TASK BRIEF –
Apart from the images, output the data below exactly.

Entries taken from a collection:
┄┄┄┄┄┄┄┄┄┄┄┄┄┄┄┄┄┄┄┄
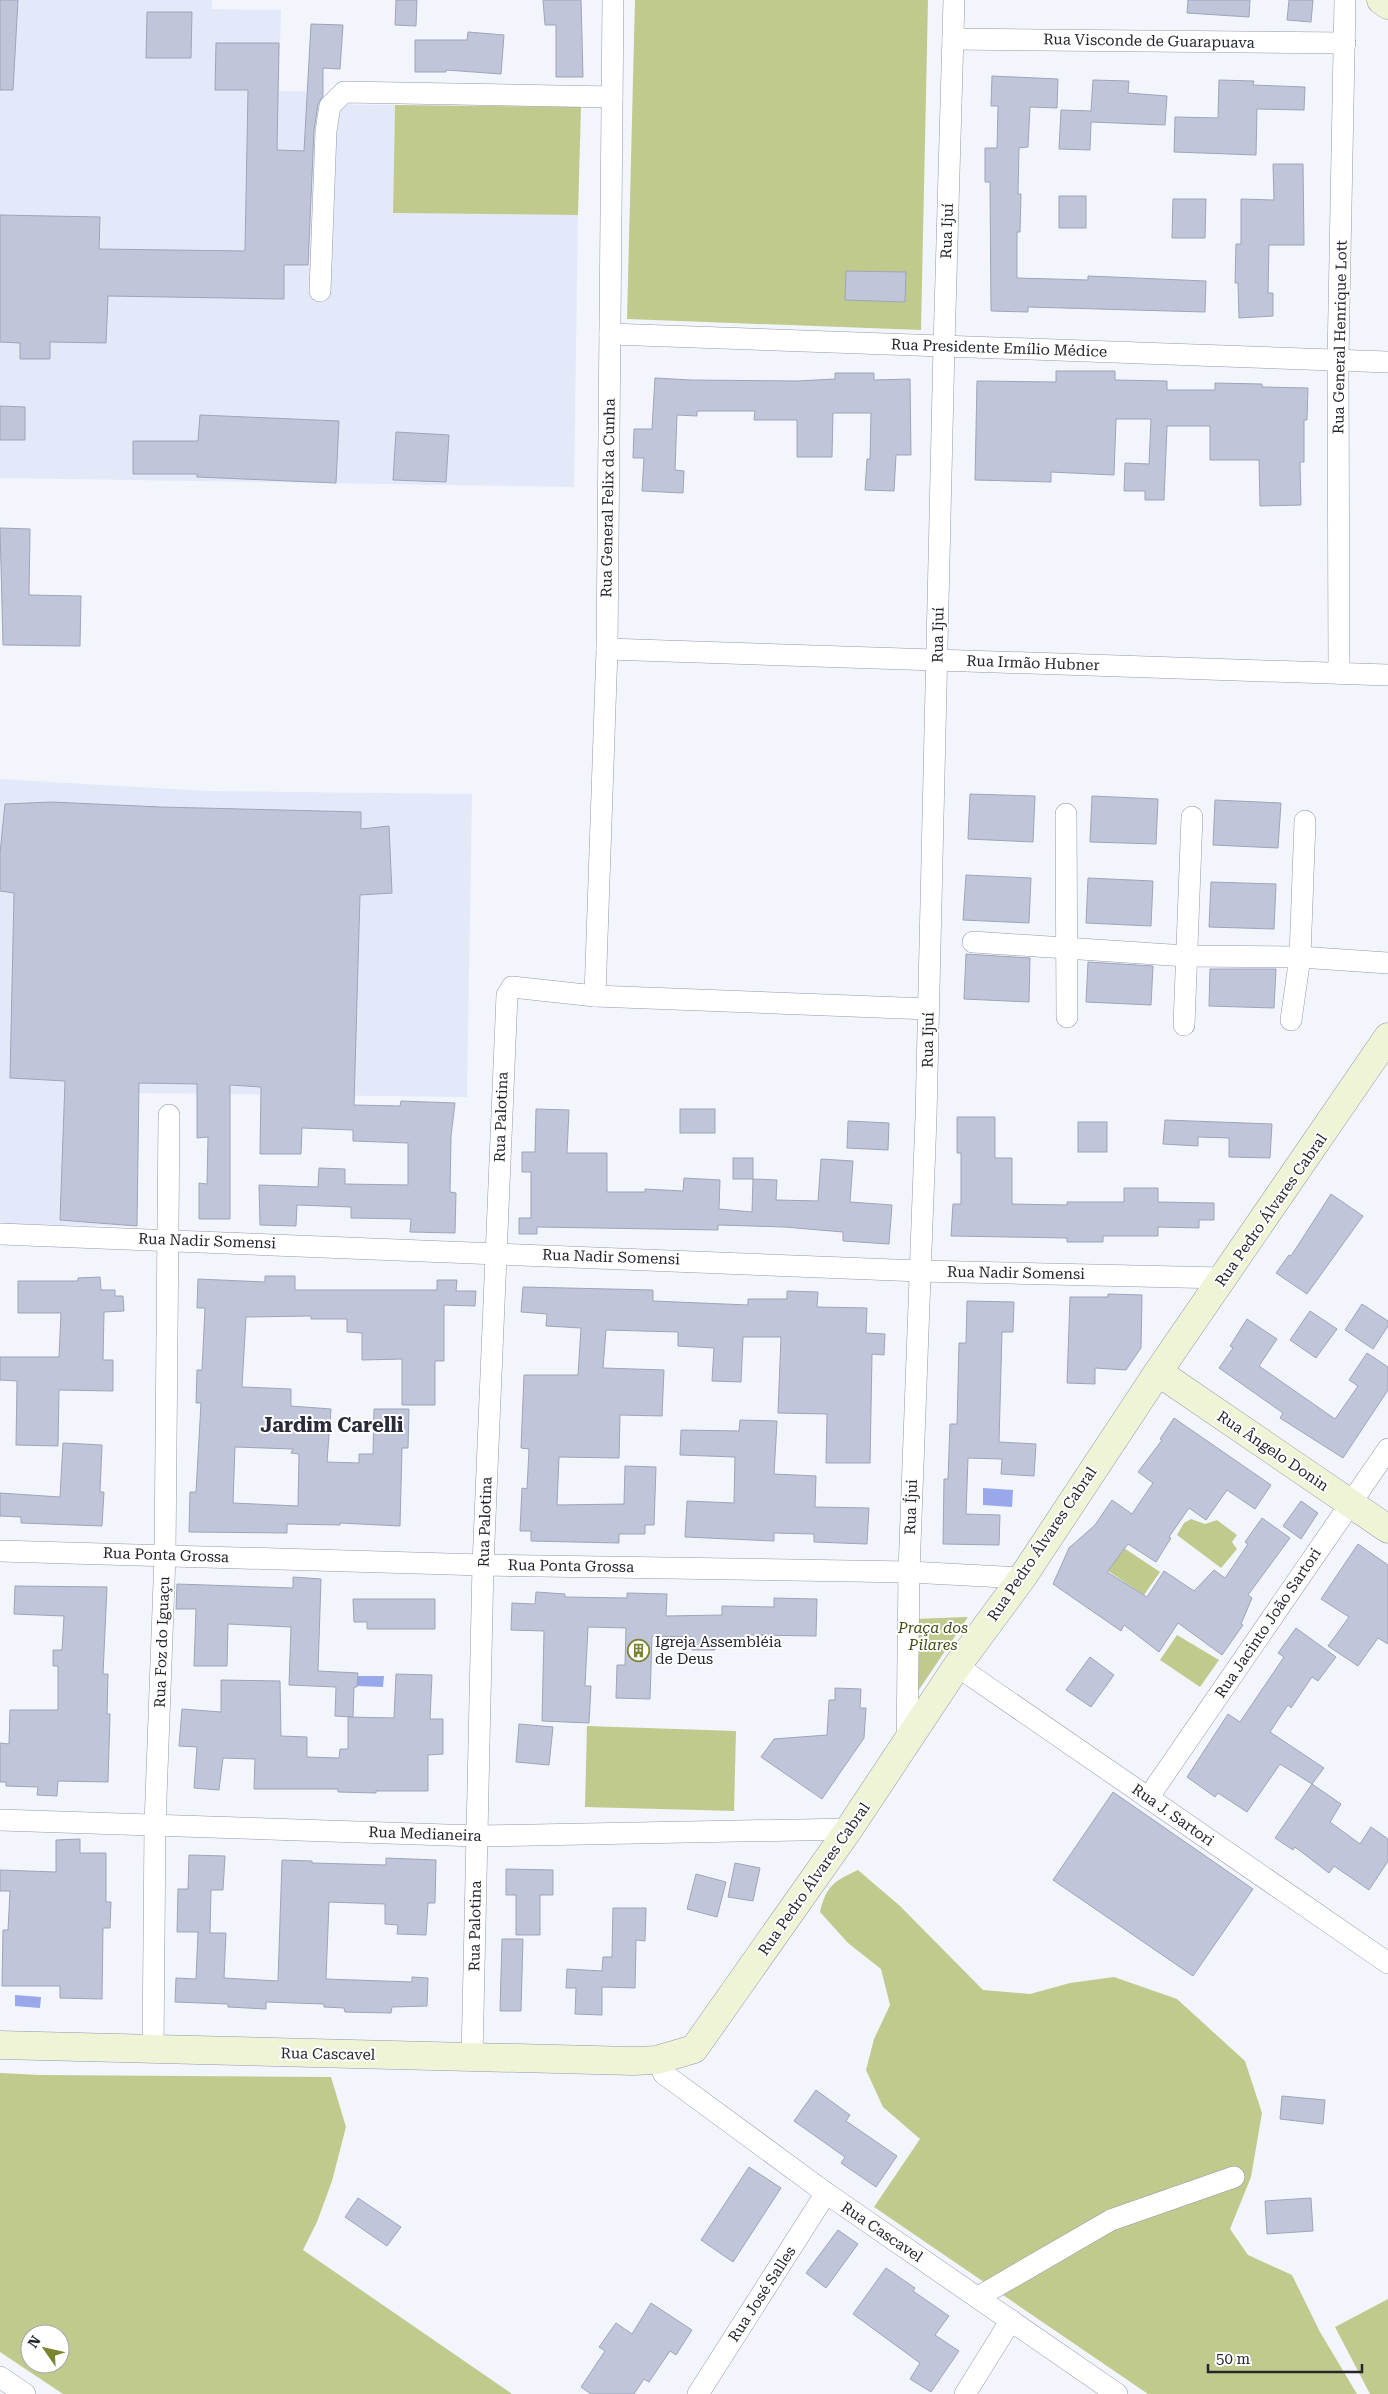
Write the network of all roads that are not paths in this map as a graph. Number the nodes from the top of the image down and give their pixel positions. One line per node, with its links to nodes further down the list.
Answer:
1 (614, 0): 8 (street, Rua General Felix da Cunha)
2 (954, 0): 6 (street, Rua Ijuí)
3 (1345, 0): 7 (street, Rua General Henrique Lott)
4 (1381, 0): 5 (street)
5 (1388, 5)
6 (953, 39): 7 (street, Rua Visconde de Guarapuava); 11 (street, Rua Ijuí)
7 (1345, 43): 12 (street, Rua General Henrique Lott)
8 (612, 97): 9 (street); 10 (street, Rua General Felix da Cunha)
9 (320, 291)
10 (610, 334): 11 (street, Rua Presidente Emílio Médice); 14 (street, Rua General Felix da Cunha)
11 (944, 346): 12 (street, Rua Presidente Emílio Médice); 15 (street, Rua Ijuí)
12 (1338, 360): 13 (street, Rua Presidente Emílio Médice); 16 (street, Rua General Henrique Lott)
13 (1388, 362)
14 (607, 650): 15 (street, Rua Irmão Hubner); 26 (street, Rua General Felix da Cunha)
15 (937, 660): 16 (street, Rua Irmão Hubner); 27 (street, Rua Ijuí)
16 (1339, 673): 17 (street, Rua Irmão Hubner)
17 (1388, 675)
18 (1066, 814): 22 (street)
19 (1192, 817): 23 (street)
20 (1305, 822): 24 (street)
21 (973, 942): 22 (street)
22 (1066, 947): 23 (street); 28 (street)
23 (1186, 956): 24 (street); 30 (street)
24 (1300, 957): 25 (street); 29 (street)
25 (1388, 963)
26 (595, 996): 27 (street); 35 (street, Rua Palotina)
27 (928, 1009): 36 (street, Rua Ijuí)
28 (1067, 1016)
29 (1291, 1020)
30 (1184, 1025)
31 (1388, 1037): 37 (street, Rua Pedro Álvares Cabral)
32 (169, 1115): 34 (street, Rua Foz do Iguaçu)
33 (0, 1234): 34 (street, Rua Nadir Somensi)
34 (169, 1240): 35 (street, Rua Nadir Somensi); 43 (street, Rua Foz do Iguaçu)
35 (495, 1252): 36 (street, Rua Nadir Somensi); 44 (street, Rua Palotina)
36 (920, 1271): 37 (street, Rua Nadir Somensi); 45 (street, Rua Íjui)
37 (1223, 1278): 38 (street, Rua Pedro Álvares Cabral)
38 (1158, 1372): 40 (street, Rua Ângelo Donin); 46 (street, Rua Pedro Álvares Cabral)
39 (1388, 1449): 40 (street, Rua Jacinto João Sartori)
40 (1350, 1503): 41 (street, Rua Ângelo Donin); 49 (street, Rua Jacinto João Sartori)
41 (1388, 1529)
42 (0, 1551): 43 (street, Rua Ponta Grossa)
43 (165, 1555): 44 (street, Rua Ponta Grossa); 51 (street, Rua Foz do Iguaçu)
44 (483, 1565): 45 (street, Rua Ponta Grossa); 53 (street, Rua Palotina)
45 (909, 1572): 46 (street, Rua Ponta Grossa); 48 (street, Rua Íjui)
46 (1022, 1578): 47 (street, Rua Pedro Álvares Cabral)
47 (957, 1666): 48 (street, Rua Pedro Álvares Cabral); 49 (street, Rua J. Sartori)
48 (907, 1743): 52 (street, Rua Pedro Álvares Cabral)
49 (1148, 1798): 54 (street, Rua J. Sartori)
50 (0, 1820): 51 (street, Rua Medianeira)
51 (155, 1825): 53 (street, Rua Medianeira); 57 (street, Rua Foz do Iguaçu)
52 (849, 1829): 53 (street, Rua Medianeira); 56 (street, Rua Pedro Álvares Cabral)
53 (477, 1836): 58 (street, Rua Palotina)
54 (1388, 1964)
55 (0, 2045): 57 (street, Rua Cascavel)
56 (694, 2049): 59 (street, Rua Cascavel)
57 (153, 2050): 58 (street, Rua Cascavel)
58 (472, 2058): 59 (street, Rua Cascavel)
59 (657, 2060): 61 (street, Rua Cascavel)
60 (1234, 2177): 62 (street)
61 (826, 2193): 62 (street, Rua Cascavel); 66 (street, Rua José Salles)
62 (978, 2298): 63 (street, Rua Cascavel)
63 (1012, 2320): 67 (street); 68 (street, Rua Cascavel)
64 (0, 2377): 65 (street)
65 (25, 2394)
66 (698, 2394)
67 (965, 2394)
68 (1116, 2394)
┄┄┄┄┄┄┄┄┄┄┄┄┄┄┄┄┄┄┄┄
RESULT BELOW –
Write the network of all roads that are not paths in this map as a graph. Number the nodes from the top of the image down and give their pixel positions. One line per node, with its links to nodes further down the list.
Answer:
1 (614, 0): 8 (street, Rua General Felix da Cunha)
2 (954, 0): 6 (street, Rua Ijuí)
3 (1345, 0): 7 (street, Rua General Henrique Lott)
4 (1381, 0): 5 (street)
5 (1388, 5)
6 (953, 39): 7 (street, Rua Visconde de Guarapuava); 11 (street, Rua Ijuí)
7 (1345, 43): 12 (street, Rua General Henrique Lott)
8 (612, 97): 9 (street); 10 (street, Rua General Felix da Cunha)
9 (320, 291)
10 (610, 334): 11 (street, Rua Presidente Emílio Médice); 14 (street, Rua General Felix da Cunha)
11 (944, 346): 12 (street, Rua Presidente Emílio Médice); 15 (street, Rua Ijuí)
12 (1338, 360): 13 (street, Rua Presidente Emílio Médice); 16 (street, Rua General Henrique Lott)
13 (1388, 362)
14 (607, 650): 15 (street, Rua Irmão Hubner); 26 (street, Rua General Felix da Cunha)
15 (937, 660): 16 (street, Rua Irmão Hubner); 27 (street, Rua Ijuí)
16 (1339, 673): 17 (street, Rua Irmão Hubner)
17 (1388, 675)
18 (1066, 814): 22 (street)
19 (1192, 817): 23 (street)
20 (1305, 822): 24 (street)
21 (973, 942): 22 (street)
22 (1066, 947): 23 (street); 28 (street)
23 (1186, 956): 24 (street); 30 (street)
24 (1300, 957): 25 (street); 29 (street)
25 (1388, 963)
26 (595, 996): 27 (street); 35 (street, Rua Palotina)
27 (928, 1009): 36 (street, Rua Ijuí)
28 (1067, 1016)
29 (1291, 1020)
30 (1184, 1025)
31 (1388, 1037): 37 (street, Rua Pedro Álvares Cabral)
32 (169, 1115): 34 (street, Rua Foz do Iguaçu)
33 (0, 1234): 34 (street, Rua Nadir Somensi)
34 (169, 1240): 35 (street, Rua Nadir Somensi); 43 (street, Rua Foz do Iguaçu)
35 (495, 1252): 36 (street, Rua Nadir Somensi); 44 (street, Rua Palotina)
36 (920, 1271): 37 (street, Rua Nadir Somensi); 45 (street, Rua Íjui)
37 (1223, 1278): 38 (street, Rua Pedro Álvares Cabral)
38 (1158, 1372): 40 (street, Rua Ângelo Donin); 46 (street, Rua Pedro Álvares Cabral)
39 (1388, 1449): 40 (street, Rua Jacinto João Sartori)
40 (1350, 1503): 41 (street, Rua Ângelo Donin); 49 (street, Rua Jacinto João Sartori)
41 (1388, 1529)
42 (0, 1551): 43 (street, Rua Ponta Grossa)
43 (165, 1555): 44 (street, Rua Ponta Grossa); 51 (street, Rua Foz do Iguaçu)
44 (483, 1565): 45 (street, Rua Ponta Grossa); 53 (street, Rua Palotina)
45 (909, 1572): 46 (street, Rua Ponta Grossa); 48 (street, Rua Íjui)
46 (1022, 1578): 47 (street, Rua Pedro Álvares Cabral)
47 (957, 1666): 48 (street, Rua Pedro Álvares Cabral); 49 (street, Rua J. Sartori)
48 (907, 1743): 52 (street, Rua Pedro Álvares Cabral)
49 (1148, 1798): 54 (street, Rua J. Sartori)
50 (0, 1820): 51 (street, Rua Medianeira)
51 (155, 1825): 53 (street, Rua Medianeira); 57 (street, Rua Foz do Iguaçu)
52 (849, 1829): 53 (street, Rua Medianeira); 56 (street, Rua Pedro Álvares Cabral)
53 (477, 1836): 58 (street, Rua Palotina)
54 (1388, 1964)
55 (0, 2045): 57 (street, Rua Cascavel)
56 (694, 2049): 59 (street, Rua Cascavel)
57 (153, 2050): 58 (street, Rua Cascavel)
58 (472, 2058): 59 (street, Rua Cascavel)
59 (657, 2060): 61 (street, Rua Cascavel)
60 (1234, 2177): 62 (street)
61 (826, 2193): 62 (street, Rua Cascavel); 66 (street, Rua José Salles)
62 (978, 2298): 63 (street, Rua Cascavel)
63 (1012, 2320): 67 (street); 68 (street, Rua Cascavel)
64 (0, 2377): 65 (street)
65 (25, 2394)
66 (698, 2394)
67 (965, 2394)
68 (1116, 2394)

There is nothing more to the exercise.